Background: Endoscopic surveillance of Barrett's esophagus is recommended to detect dysplasia or cancer at an early and potentially treatable stage. However, little is known about the clinical practice patterns for endoscopic surveillance in the United States.
Methods: A questionnaire regarding surveillance intervals, techniques and management approaches for patients with Barrett's esophagus was mailed to 1000 randomly selected members of the Clinical Practice Section of the American Gastroenterological Association.
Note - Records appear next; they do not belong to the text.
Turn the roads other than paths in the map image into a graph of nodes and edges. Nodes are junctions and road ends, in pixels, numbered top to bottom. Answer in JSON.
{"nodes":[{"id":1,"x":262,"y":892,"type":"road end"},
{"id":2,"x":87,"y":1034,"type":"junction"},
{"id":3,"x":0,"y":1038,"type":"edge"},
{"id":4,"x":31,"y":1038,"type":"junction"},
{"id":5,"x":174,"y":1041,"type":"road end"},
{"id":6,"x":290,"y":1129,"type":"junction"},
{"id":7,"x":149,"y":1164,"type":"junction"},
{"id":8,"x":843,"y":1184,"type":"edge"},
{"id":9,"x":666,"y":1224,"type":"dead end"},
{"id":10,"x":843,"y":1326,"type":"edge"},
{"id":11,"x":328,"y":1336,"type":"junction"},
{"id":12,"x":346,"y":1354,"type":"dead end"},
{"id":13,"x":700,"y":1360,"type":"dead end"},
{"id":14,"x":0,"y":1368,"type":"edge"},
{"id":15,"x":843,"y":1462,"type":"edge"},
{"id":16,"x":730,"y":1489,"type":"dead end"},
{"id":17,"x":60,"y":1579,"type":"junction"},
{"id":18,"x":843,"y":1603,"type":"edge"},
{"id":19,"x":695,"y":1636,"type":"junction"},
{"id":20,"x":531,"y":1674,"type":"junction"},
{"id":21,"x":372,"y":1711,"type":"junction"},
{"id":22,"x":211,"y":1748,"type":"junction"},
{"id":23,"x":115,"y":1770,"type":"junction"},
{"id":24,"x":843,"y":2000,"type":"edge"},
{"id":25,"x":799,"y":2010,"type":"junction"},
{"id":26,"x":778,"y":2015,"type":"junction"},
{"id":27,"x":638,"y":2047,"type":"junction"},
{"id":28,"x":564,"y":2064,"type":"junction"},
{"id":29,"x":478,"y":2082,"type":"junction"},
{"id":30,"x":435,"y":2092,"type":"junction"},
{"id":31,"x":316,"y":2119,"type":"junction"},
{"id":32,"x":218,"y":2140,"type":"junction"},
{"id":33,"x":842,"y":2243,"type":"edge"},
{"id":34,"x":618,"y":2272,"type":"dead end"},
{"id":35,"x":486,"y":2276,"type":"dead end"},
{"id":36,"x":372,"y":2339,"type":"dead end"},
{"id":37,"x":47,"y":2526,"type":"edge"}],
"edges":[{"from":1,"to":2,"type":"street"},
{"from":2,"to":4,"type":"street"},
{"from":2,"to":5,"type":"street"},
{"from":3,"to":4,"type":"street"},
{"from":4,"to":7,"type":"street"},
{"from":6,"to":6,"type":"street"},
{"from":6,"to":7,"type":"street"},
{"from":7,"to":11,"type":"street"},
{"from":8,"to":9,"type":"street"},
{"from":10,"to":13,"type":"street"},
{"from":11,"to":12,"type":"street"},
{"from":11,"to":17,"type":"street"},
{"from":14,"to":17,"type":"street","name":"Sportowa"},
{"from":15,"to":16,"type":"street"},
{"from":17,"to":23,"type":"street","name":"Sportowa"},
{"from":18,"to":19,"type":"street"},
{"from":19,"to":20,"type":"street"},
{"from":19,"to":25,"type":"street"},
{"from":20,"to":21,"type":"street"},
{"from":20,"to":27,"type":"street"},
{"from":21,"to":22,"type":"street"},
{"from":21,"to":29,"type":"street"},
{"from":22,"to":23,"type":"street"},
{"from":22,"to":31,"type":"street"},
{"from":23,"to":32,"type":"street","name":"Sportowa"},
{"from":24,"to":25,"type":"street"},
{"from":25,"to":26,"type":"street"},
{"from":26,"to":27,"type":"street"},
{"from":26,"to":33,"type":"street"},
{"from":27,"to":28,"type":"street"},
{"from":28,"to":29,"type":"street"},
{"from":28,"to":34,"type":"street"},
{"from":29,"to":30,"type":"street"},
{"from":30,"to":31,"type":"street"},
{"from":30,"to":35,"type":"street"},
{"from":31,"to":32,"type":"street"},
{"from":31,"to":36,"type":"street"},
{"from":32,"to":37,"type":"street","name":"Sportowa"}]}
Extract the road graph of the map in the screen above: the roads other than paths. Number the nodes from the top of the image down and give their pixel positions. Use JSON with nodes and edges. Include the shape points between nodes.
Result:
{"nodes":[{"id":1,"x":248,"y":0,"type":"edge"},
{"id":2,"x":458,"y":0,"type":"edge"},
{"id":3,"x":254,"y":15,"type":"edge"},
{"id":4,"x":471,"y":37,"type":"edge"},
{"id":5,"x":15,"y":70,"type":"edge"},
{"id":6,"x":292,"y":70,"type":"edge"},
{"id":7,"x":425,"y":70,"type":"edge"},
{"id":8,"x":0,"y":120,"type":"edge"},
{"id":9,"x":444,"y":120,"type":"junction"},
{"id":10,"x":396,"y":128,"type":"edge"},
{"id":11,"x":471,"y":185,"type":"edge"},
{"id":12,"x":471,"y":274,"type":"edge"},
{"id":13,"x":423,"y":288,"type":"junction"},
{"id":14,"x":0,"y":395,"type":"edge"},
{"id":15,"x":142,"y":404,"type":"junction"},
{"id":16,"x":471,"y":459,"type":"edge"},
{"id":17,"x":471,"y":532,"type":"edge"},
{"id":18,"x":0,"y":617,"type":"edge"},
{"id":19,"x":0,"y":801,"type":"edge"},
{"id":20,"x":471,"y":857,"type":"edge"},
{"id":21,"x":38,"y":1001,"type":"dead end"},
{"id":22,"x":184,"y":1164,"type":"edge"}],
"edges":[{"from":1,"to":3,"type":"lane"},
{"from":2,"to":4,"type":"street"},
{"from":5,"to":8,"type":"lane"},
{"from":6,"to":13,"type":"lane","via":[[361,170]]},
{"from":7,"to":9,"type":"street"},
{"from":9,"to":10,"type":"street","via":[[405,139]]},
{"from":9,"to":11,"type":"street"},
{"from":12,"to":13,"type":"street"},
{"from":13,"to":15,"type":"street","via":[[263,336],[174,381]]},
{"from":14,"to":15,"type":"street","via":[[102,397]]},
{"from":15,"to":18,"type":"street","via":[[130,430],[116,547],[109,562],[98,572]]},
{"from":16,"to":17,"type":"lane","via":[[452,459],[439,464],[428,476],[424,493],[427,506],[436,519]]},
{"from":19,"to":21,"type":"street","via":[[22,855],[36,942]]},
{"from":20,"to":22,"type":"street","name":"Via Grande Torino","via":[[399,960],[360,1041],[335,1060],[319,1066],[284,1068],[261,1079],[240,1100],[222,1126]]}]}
Results: The response rate was 455 of 1000 (45%). Not all respondents answered all questions. Seventy-nine percent of respondents were in community practices, and 21% were in academic practices. Nearly all (96%) performed endoscopic surveillance, but it was practiced more commonly in the community (334 of 341 [98%]) than in the academic setting (83 of 93 [89%], p < 0.001). For patients without dysplasia, endoscopic surveillance was most commonly performed every 2 years (264 of 415 [64%]). Patients with low-grade dysplasia usually had surveillance endoscopy at 6-month intervals (215 of 413 [52%]), whereas those with high-grade dysplasia most commonly had endoscopy every 3 months (201 of 404 [50%]). These surveillance patterns did not differ between the academic and community groups. Random biopsies were performed by 93 of 403 (23%), 4-quadrant biopsies by 310 (77%). Most physicians (83%) used standard capacity forceps. Brush cytology was done uncommonly (69 of 414 [17%]). The most common indications for esophagectomy were high-grade dysplasia by 82% and cancer by 83%. Ablation therapy was performed for Barrett's esophagus without dysplasia by 3.5%, Barrett's with dysplasia by 20%, and cancer by 8%.
Conclusions: Surveillance for Barrett's esophagus is widely practiced in the United States but there is considerable variation in interval and technique. A clearer consensus on endoscopic surveillance is warranted to optimize care of patients with Barrett's esophagus.